Mark Todd’s Covered opens on Friday, September 2, 8 PM at La Luz de Jesus Gallery along with the fourth annual Coaster Show. Both shows run through the month and can be previewed at this link.
“Covered” includes both paintings and repurposed action figures, each with their own custom made packaging.
Mark, whose art is inspired by his love of classic era comics, answered a few questions:
Tell us about your process, do you have your pieces planned out in your head before you start drawing or do you just pick up the “brush” and start creating?
For this show and for most of the comic-inspired works I usually have the source material chosen. For the paintings, I always start in the upper left corner, where the comics information is listed, price, issue number, etc. I then work my way over to the comics title and begin working on any of the text I want to include. From there, I work with the composition I have created and jump around a bit. For collage works I tend to jump around a lot more and begin somewhere with a main focus. That could be the title or the characters.

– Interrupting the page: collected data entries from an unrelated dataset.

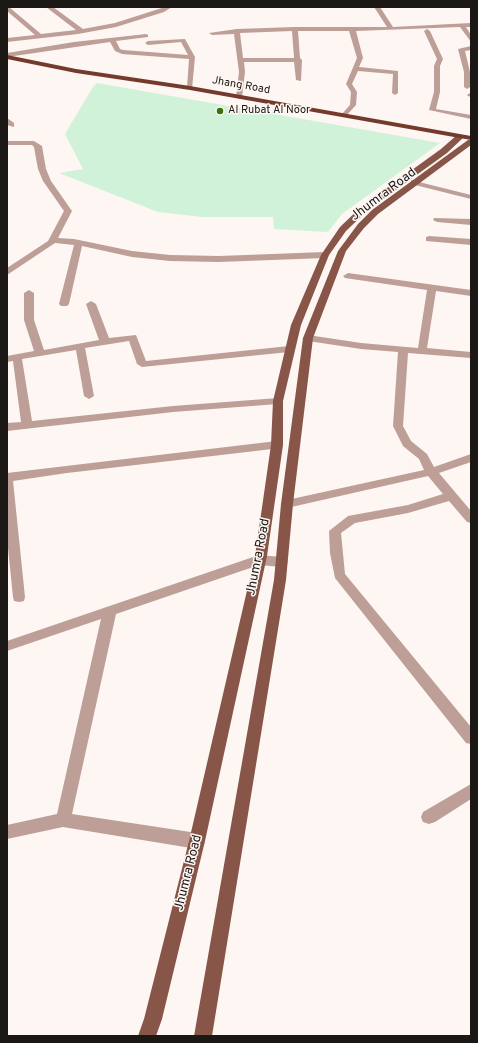 <!DOCTYPE html>
<style>
body{margin:0}
#map{position:relative;width:478px;height:1043px;overflow:hidden;background:#fdf6f2;font-family:Overpass,sans-serif}
canvas{display:block}
.frame{position:absolute;inset:0;border:8px solid #1b1715;pointer-events:none}
</style>
<div id="map">
<canvas width="478" height="1043"></canvas>
<div class="frame"></div>
</div>
<script>
const ctx = document.querySelector('canvas').getContext('2d');
ctx.lineJoin = 'round';
function fillPath(path, color) { ctx.fillStyle = color; ctx.fill(path, 'evenodd'); }
const toPath = rows => new Path2D(rows.map(r => 'M' + r).join(''));
function trace(path, color, width, dash) { ctx.strokeStyle = color; ctx.lineWidth = width; ctx.lineCap = dash ? 'butt' : 'round'; ctx.setLineDash(dash || []); ctx.stroke(path); }
function drawText(font, color, halo, rows, align = 'center') {
  ctx.font = font + ' Overpass,sans-serif'; ctx.lineWidth = 3; ctx.setLineDash([]); ctx.textBaseline = 'middle'; ctx.strokeStyle = halo; ctx.fillStyle = color; for (const [text, x, y, turn = 0] of rows) {
    ctx.save(); ctx.translate(x, y); ctx.rotate((+turn || 0) * Math.PI / 180); ctx.textAlign = isNaN(turn) ? turn : align; if (halo) ctx.strokeText(text, 0, 0); ctx.fillText(text, 0, 0); ctx.restore();
  }
}
const green = toPath([
 [97,83,440,143,342,214,328,232,274,229,273,217,202,217,158,212,59,173,83,169,65,134,93,87]
]);
const minor = toPath([
 [7,7,9,7,41,34,76,30,46,7,53,7,83,29,115,23,165,7,172,7,164,12,116,27,78,34,7,42,7,38,35,35,7,11,7,7],
 [374,7,380,7,393,27,471,23,471,27,466,27,471,35,471,42,460,27,356,31,363,58,359,67,398,71,398,93,395,95,392,93,393,74,358,71,352,84,357,92,356,105,345,117,341,115,350,105,351,92,346,84,357,58,349,31,298,31,300,58,302,60,301,81,296,80,294,62,244,62,245,72,242,97,239,99,236,97,239,72,234,34,212,35,209,33,237,29,295,27,387,27,374,7],
 [292,31,294,58,243,58,240,33,292,31],
 [427,29,430,31,443,59,440,66,440,92,436,109,471,115,471,119,429,110,434,92,434,66,437,59,424,31,427,29],
 [146,34,148,35,148,37,116,41,120,49,123,50,188,55,181,42,148,45,145,43,148,41,185,39,195,57,192,89,187,88,189,59,122,54,115,51,110,42,7,57,7,53,74,42,146,34],
 [471,46,471,50,465,51,470,72,470,87,467,89,464,87,464,72,458,49,471,46],
 [470,93,471,97,468,96,467,95,470,93],
 [7,118,14,123,14,127,7,125,7,118],
 [7,141,34,141,42,146,46,169,51,181,72,211,58,238,74,239,132,251,170,255,219,256,325,252,329,255,325,258,219,262,170,261,132,257,82,246,69,304,67,306,61,306,59,304,74,245,55,243,7,275,7,268,48,241,64,211,43,181,38,169,34,147,32,145,7,145,7,141],
 [411,180,471,195,471,199,411,184,411,180],
 [434,218,471,219,471,225,437,222,433,220,434,218],
 [429,236,471,239,471,245,426,241,426,237,429,236],
 [348,273,471,290,471,296,436,291,427,348,471,352,471,358,408,353,403,426,411,441,427,454,434,467,471,454,471,462,439,473,471,511,471,523,467,522,449,501,408,513,355,523,341,533,345,574,471,727,471,744,466,743,335,578,330,553,329,531,348,516,408,505,443,494,428,476,287,508,283,507,281,504,283,501,287,500,424,470,419,459,403,446,393,426,398,352,361,349,308,341,303,338,308,335,361,343,418,348,427,290,345,278,343,276,348,273],
 [29,290,34,293,34,320,44,350,99,340,86,304,91,301,96,304,109,338,136,335,146,361,289,346,294,349,289,352,142,367,137,364,129,341,85,348,94,396,89,399,84,396,76,350,22,359,32,421,173,406,278,398,283,401,278,404,173,412,7,431,7,423,21,422,13,361,7,362,7,356,34,351,24,320,24,293,29,290],
 [277,441,283,445,281,448,67,473,13,481,25,597,24,601,19,602,14,601,13,597,7,538,7,473,277,441],
 [259,555,282,557,286,559,288,562,286,565,282,567,259,565,116,614,72,814,197,833,203,836,205,841,203,846,197,849,63,827,7,839,7,825,57,814,101,619,7,651,7,641,259,555],
 [471,784,471,799,435,822,429,824,423,822,421,817,423,812,471,784]
]);
const major = toPath([
 [457,135,464,137,447,153,368,210,346,231,329,255,301,325,283,401,283,445,267,556,205,841,162,1019,156,1036,138,1036,144,1019,189,841,255,556,271,445,273,401,291,325,321,255,340,227,362,206,441,149,457,135],
 [468,140,471,140,471,145,378,214,364,228,346,251,313,338,293,504,286,580,212,1036,194,1036,274,580,281,504,303,338,338,251,358,224,372,210,468,140]
]);
const highway = toPath([
 [7,55,76,69,190,86,471,136,471,140,190,90,76,73,7,59,7,55]
]);
const markers = [
 [220,111,4,"#38740a"]
];
const farStreetnames = [
 ["Jhang Road",241,86,10]
];
const farPoinames = [
 ["Al Rubat Al Noor",228,111]
];
const streetNames = [
 ["Jhumra Road",384,195,-37],
 ["Jhumra Road",259,557,-79],
 ["Jhumra Road",189,873,-76]
];
fillPath(green, '#d0f2d9');
fillPath(minor, '#bd9f97');
fillPath(major, '#885549');
fillPath(highway, '#743b2d');
for (const [x, y, r, color] of markers) { const dot = new Path2D(); dot.arc(x, y, r, 0, 2 * Math.PI); ctx.fillStyle = color; ctx.fill(dot); trace(dot, '#fdf6f2', 1.5); }
drawText('11px', '#1b1715', '#fdf6f2', farStreetnames);
drawText('11px', '#1b1715', '#fdf6f2', farPoinames, 'left');
drawText('13px', '#1b1715', '#fdf6f2', streetNames);
</script>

Do your pieces go through any, or many changes from the time you start until you’ve finished?
Sometimes they do, other times they just seem to flow out onto the surface effortlessly. At times, I feel like I can’t work fast enough to keep up with my thoughts. Those are the pieces that feel really fresh and confident to me. Some pieces take much more time to reveal themselves. I try to listen to them and if need be, I will completely paint over them and begin again. I find that sometimes if I take a big risk, like destroy a few days of work in a few minutes with a large brushstroke of color the energy I am looking for in the piece returns.
Pick ONE classic comic from your childhood you wish you could have illustrated for
I think doing some work on TMNT would have been really interesting. The early issues had all this rawness to them that I loved.
If you could create a classic comic hero or villain, someone who would have appeared in a “golden age” era comic (1930s to the early 1950s, what would that character look like, and what would that character be like?
He probably would have been a villain or a tormented good guy. He would most likely have some sort of mask and cape and a special power that makes him vulnerable.
How many hours a day do you dedicate to your art? Are you a daytime or nighttime painter? What music, TV or radio do you have on (if any) when you paint?
It all depends on what I need to get done. I am pretty good with deadlines. Having said that, I would say that I spend about four hours a day in the studio actually working on art. So much of my time is busy work, answering e-mails, sending invoices, research, etc. I have to work around my family life and my daughters schedule, driving her to school and things like that. When I do work in the evenings, I get a lot more done. Less distractions. But I often pay for that in the morning! I almost always have records or NPR playing when I’m working.